(RV) Entretien- En Birmanie, le parlement devait examiner vendredi dernier
le projet de loi anti-conversion. Une mesure qui suscite l’inquiétude de nombreuses
ONG et membres de la société civiles dans le pays.
Portée par un groupe extrémiste
bouddhiste, cette loi a pour but avoué de mettre fin à l’augmentation numérique des
adeptes de l’islam dans le pays, limitant les mariages interreligieux et prônant la
restriction des naissances pour la population musulmane. Les minorités birmanes s’inquiètent
: en avril dernier, l’archevêque catholique de Rangoun avait dénoncé « l’interférence
de l’Etat dans la conscience de chacun ».

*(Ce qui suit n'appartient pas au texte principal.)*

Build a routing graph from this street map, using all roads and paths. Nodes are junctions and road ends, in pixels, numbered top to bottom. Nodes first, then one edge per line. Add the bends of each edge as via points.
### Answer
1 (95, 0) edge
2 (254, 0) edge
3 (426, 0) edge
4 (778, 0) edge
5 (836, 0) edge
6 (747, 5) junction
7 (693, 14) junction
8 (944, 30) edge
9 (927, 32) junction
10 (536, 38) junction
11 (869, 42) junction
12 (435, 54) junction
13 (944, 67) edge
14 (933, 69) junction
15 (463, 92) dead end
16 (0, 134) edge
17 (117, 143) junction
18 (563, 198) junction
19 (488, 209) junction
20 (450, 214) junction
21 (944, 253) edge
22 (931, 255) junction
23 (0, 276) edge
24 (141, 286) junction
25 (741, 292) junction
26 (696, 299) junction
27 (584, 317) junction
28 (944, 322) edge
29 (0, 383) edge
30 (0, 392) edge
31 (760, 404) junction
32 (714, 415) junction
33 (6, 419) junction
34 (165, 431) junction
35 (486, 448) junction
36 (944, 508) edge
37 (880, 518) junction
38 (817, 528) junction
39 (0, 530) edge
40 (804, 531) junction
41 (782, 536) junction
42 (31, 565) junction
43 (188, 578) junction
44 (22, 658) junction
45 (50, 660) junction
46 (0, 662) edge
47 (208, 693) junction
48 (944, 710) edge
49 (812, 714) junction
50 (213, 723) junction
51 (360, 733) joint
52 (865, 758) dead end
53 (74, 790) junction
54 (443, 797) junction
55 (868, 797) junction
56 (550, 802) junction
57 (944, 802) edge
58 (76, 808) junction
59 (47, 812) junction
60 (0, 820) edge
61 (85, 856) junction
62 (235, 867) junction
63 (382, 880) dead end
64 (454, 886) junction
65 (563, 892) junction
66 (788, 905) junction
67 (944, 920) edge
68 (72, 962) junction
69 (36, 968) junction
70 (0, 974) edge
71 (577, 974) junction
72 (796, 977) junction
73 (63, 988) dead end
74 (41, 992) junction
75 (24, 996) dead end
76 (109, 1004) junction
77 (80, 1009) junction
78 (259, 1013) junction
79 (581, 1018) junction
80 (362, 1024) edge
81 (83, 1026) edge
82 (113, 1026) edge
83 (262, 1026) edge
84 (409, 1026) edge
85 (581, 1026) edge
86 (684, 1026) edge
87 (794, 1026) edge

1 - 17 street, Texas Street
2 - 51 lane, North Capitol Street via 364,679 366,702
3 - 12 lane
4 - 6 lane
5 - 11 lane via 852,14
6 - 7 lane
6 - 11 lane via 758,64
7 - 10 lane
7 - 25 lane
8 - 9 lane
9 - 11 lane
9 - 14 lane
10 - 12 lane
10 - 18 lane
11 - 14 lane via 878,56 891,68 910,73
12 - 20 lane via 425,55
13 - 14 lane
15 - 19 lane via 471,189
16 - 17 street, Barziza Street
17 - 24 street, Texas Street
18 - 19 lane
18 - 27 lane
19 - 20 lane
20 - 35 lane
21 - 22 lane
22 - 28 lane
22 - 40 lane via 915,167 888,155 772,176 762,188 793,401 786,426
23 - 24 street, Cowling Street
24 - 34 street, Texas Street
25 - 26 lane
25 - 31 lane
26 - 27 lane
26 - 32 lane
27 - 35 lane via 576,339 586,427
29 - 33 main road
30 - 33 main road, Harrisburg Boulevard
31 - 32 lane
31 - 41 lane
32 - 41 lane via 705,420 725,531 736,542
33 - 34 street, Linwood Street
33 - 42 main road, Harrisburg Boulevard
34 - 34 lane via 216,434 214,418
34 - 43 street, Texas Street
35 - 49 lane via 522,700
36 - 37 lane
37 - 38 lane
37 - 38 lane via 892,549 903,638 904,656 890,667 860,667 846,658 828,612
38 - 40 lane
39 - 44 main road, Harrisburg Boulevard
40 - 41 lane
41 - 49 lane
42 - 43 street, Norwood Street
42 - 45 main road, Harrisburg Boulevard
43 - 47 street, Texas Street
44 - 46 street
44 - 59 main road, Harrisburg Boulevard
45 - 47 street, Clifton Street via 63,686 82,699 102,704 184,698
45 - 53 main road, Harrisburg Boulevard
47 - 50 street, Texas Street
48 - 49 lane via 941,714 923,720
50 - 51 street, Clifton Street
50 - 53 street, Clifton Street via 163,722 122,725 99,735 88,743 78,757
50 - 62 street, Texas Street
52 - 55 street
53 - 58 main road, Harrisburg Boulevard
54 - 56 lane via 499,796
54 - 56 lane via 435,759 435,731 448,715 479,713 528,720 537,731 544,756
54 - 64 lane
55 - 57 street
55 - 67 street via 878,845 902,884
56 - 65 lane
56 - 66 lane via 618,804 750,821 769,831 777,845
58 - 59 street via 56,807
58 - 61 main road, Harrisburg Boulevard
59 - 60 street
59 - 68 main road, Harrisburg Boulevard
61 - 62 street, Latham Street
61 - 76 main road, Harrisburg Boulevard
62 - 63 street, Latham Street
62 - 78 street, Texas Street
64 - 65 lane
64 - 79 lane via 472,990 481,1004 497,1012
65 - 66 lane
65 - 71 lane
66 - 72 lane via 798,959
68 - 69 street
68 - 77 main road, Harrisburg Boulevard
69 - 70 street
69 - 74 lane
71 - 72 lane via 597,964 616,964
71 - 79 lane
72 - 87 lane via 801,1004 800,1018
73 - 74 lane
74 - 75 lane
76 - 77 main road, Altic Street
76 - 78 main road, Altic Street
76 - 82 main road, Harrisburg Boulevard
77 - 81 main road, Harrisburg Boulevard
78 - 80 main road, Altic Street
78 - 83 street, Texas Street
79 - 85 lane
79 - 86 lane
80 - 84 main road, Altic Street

Eclairage sur les enjeux de cette
loi et le contexte avec Régis Anouilh, rédacteur en Chef d’Eglises d’Asie,
l'agence d'information des Missions étrangères de Paris :
Le gouvernement
a été saisi, il y a plusieurs semaines de cela, par une faction de moines bouddhistes
connus sous le nom de “Mouvement 969” qui fait référence à une numérologie bouddhique
et les juristes qui sont aux côtés de ce mouvement de moines bouddhistes extrémistes
ont rédigé quatre projets de loi qui concernent notamment les mariages interreligieux,
la conversion religieuse ou bien encore le contrôle des naissances et le respect de
la monogamie en Birmanie. Et ces moines nationalistes sont en fait porteurs d’une
vision, une vision de la nation birmane et leur idée est que la nation birmane et
bouddhique (cette religion réunit les deux tiers de la population) - ils parlent même
de la race birmane- est menacée par une poussée démographique qui vient des musulmans
voisins du Bangladesh. Il y a donc une conception d’une nation assiégée et également
une nation au sens religieux, dans le sens où l’essence de la nation birmane est le
bouddhisme et cette essence serait menacée par une poussée démographique venue du
Bangladesh musulman voisin.
Quelles sont les dispositions, les modalités
que ces moines bouddhistes voudraient imposer à la population ? Les dispositions
les plus contestées concernent celles relatives au mariage. En ce sens que désormais,
une bouddhiste qui se marierait avec un musulman ou non- bouddhiste serait face à
un certain nombre d’obstacles ou en tout cas de mesures administratives qui de fait,
leur empêchent quasiment ce mariage. De même, dans le domaine de la conversion, elles
deviennent extrêmement encadrées, contrôlées et il y a une immixtion de l’État dans
ces domaines-là. Enfin, en matière de contrôle démographique, il y a déjà des mesures
en place qui visent notamment la minorité des Rohingyas que l’on connait bien parce
que c’est cette minorité de religion musulmane qui est au sud du pays, à la frontière
du Bangladesh qui est toujours victime d’une discrimination féroce de la part des
autorités locales et qui a été victime de pogroms. Cette minorité a déjà assuré des
mesures de restriction démographique puisque la taille des foyers est limitée à deux
enfants par femme et là encore, ces mesures seraient reformées. Il y a un dernier
point concernant la polygamie. La polygamie était hors-la-loi en Birmanie mais ces
textes viendraient renforcer cette volonté de maintenir la monogamie comme régime
normal des couples en Birmanie. C’est un ensemble de mesures relativement techniques
mais qui ont toutes les mêmes buts : elles s’orientent vers cette volonté de préserver
la nation, la race et la religion de la Birmanie.
Ces moines du « Mouvement
969 » que vous avez évoqué toute à l’heure, est-il possible de mesurer leur influence
au sein de la société ? Cette influence, elle est diffuse mais elle est de
plus en plus importante. Il y a quelques semaines, j’avais cité dans une de mes dépêches
pour « Églises d’Asie », l’archevêque catholique de Rangoon, Mgr. Charles Bo qui s’inquiétait
du fait que lorsqu’il allait en tournée, en visite dans son diocèse, dans des villages
un petit peu reculés de la campagne, il entendait des haut-parleurs installés dans
les pagodes bouddhiques du voisinage, des prêches haineux visant effectivement à mettre
en garde la population contre ce raz-de-marée musulman supposé. Il y a donc un discours
de haine qui se diffuse dans la société actuellement. Quant à savoir si ces moines
représentent l’ensemble de l’opinion, il est difficile de le savoir dans la mesure
où la démocratie est toute neuve et encore très embryonnaire, d’une certaine manière,
en Birmanie. Les élections générales en 2015 se profilent. Aujourd’hui, en Birmanie,
on est quasi dans un climat de campagnes pré-électorales et les différents acteurs
se positionnent.
Photo : Le moine bouddhiste Wirathu,
accusé d'incitation à la haine envers la minorité musulamne de Birmanie.